I read lot of articles on that but I can't get the root benefit getting from the canvas tag.
Think of the difference between canvas and svg as the difference betwee Photoshop and Illustrator (or Gimp and Inkscape for you OSS folks). One deals with bitmaps and the other vector art.
With canvas, since you are drawing in bitmap, you can smudge, blur, burn, dodge your images easily. But since it's bitmap you can't easily draw a line and then decide to reposition the line. You need to delete the old line and then draw a new line.
With svg, since you are drawing vectors, you can easily move, scale, rotate, reposition, flip your drawings. But since it's vectors you can't easily blur the edges according to line thickness or seamlessly meld a red circle into a blue square. You need to simulate blurring by drawing intermediate polygons between objects.
Sometimes their use case overlaps. Like a lot of people use canvas to do simple line drawings and keep track of the objects as data structures in javascript. But really, they both serve different purposes. If you try to implement general purpose vector drawing in pure javascript on top of canvas I doubt you'd be faster than using svg which is most likely implemented in C.

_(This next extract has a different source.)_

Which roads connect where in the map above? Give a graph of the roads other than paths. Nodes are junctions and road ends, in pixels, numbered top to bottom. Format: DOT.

Basically, thanks to canvas, we can now draw/render 2D shapes using HTML5 and the canvas API.
As an example of what's possible now with canvas, see this
Some possible uses for Canvas:
Image drawing program
Photo editing/manipulation
2D Games
Advanced image viewing such as Microsoft's Deep Zoom
If you can't understand how it's beneficial, then maybe it isn't from your point of view at least. Don't think that because it's there I have to use it somehow, pick and choose what technologies work for you based on what you're trying to build, an Accounting web app probably wouldn't need a canvas for instance.
The canvas will enable you to draw pixel perfect graphics.

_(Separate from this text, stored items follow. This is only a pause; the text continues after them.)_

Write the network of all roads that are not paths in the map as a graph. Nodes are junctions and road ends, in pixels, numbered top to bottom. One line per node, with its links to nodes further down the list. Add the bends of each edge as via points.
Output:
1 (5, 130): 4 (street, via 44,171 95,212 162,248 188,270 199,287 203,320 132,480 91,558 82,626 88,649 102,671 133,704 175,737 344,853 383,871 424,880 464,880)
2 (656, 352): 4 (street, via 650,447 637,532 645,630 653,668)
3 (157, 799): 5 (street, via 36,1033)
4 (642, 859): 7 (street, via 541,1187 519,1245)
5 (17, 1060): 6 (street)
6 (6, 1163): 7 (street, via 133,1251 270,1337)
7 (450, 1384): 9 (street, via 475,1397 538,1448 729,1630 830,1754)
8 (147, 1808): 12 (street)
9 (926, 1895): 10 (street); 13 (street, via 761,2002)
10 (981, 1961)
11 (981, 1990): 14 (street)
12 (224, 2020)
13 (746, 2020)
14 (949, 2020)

The cool projects that came to mind for me are:
Visualize gps data. GPS data is just an XML list of coordinates. You could easily build something in canvas to "connect the dots".
An mobile app where the user can actual sign a document with her finger - canvas allows you to export out the rendered canvas drawing to PNG where it can be saved on the server.

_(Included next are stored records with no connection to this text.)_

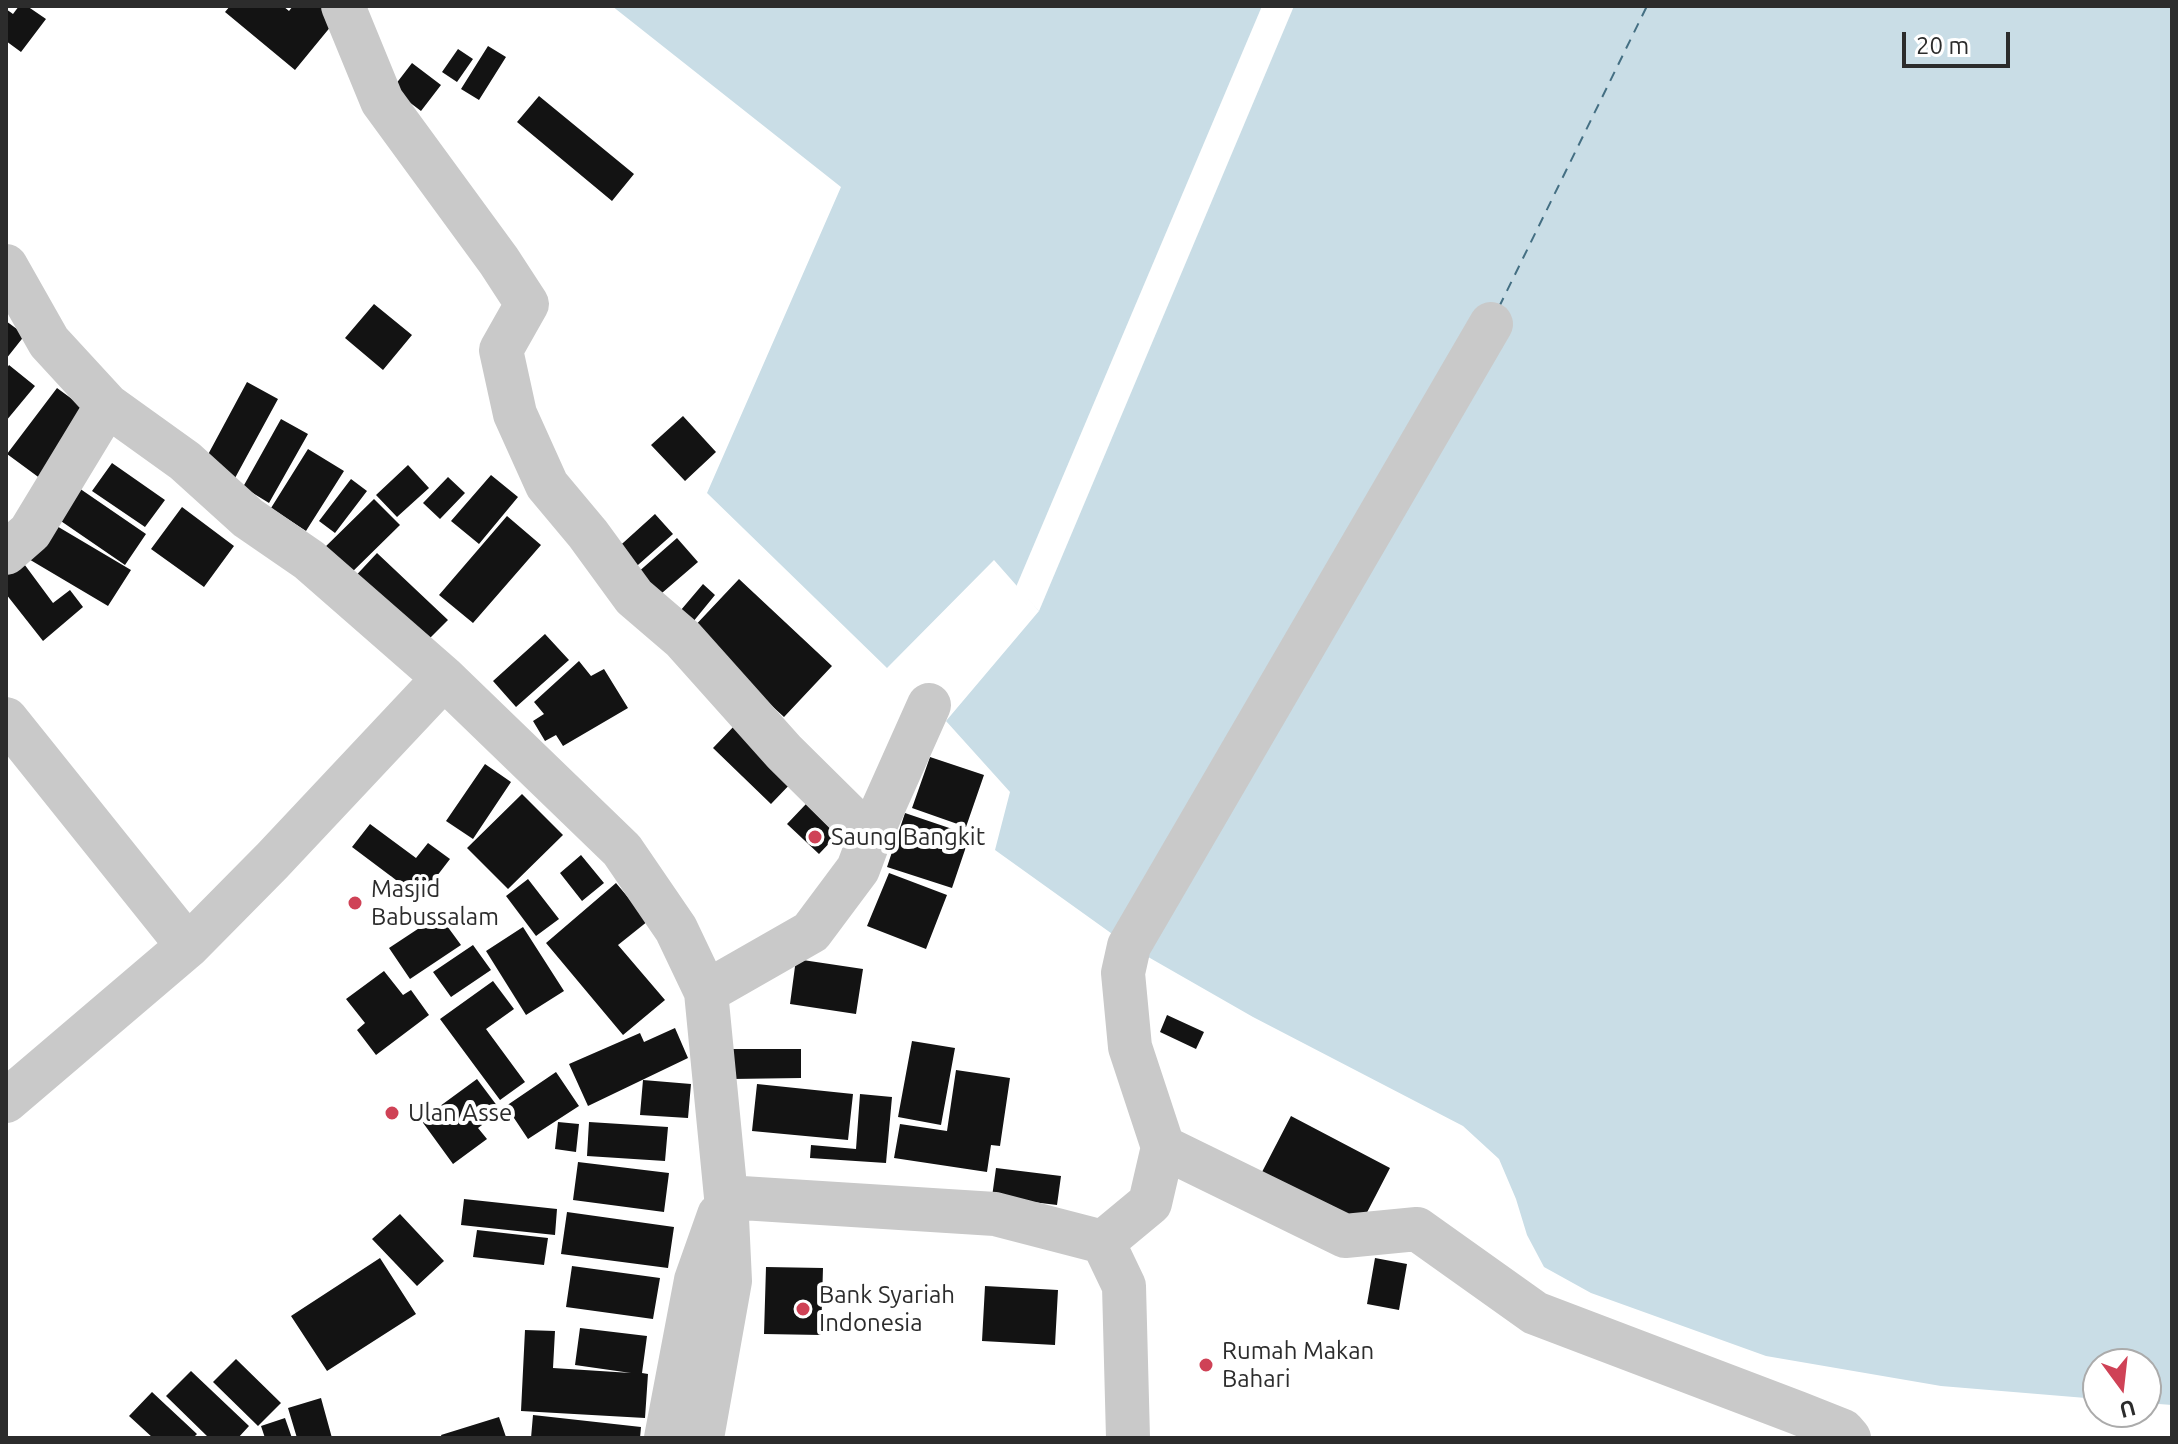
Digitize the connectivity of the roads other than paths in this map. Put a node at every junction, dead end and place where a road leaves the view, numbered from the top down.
1 (343, 6) edge
2 (6, 266) edge
3 (1491, 324) dead end
4 (107, 405) junction
5 (6, 553) edge
6 (444, 678) junction
7 (929, 705) dead end
8 (6, 719) edge
9 (870, 837) junction
10 (188, 946) junction
11 (706, 992) junction
12 (6, 1101) edge
13 (1163, 1147) junction
14 (726, 1197) junction
15 (1103, 1242) junction
16 (666, 1438) edge
17 (702, 1438) edge
18 (1128, 1438) edge
19 (1849, 1438) edge

1 - 9 street
2 - 4 street
3 - 13 street
4 - 5 street
4 - 6 street
6 - 10 street
6 - 11 street
7 - 9 street
8 - 10 street
9 - 11 street
10 - 12 street
11 - 14 street
13 - 15 street
13 - 19 street
14 - 15 street
14 - 16 street
14 - 17 street
15 - 18 street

In a game where you have avatars, you can allow the user to actual draw on the avatar. Moustaches anyone?
Other stuff:
In iOS / Android using lots of CSS3
effects like box-shadow can lead to
poor performance, especially when
animating. You can do a lot of these
graphics in a single canvas tag,
here's an example:
http://everytimezone.com/. This thing is flawless on an ipad.
Cool background effects. For example try going to Paul Irish's
site and move your cursor around the
background: http://paulirish.com/
In this HTML5 book sponsored by Google a lot of the effects are using
canvas:
http://www.20thingsilearned.com/ -
particularly the "page flip"
animations.
my personal take on canvas (and when I actually found a use case for canvas) is the ability to color pick and color change per pixel in a canvas element - actually moving the image from something we don't have any information about what is happening inside it to an element like all other DOM elements (and yes, I know about the current problems with canvas and DOM - sure this would be taken care of in the future)
sure - canvas made some sort of animation easier and pluginless, but that we could do before (mostly with flash) - I think the real importance is the ability to know what is happening on the page.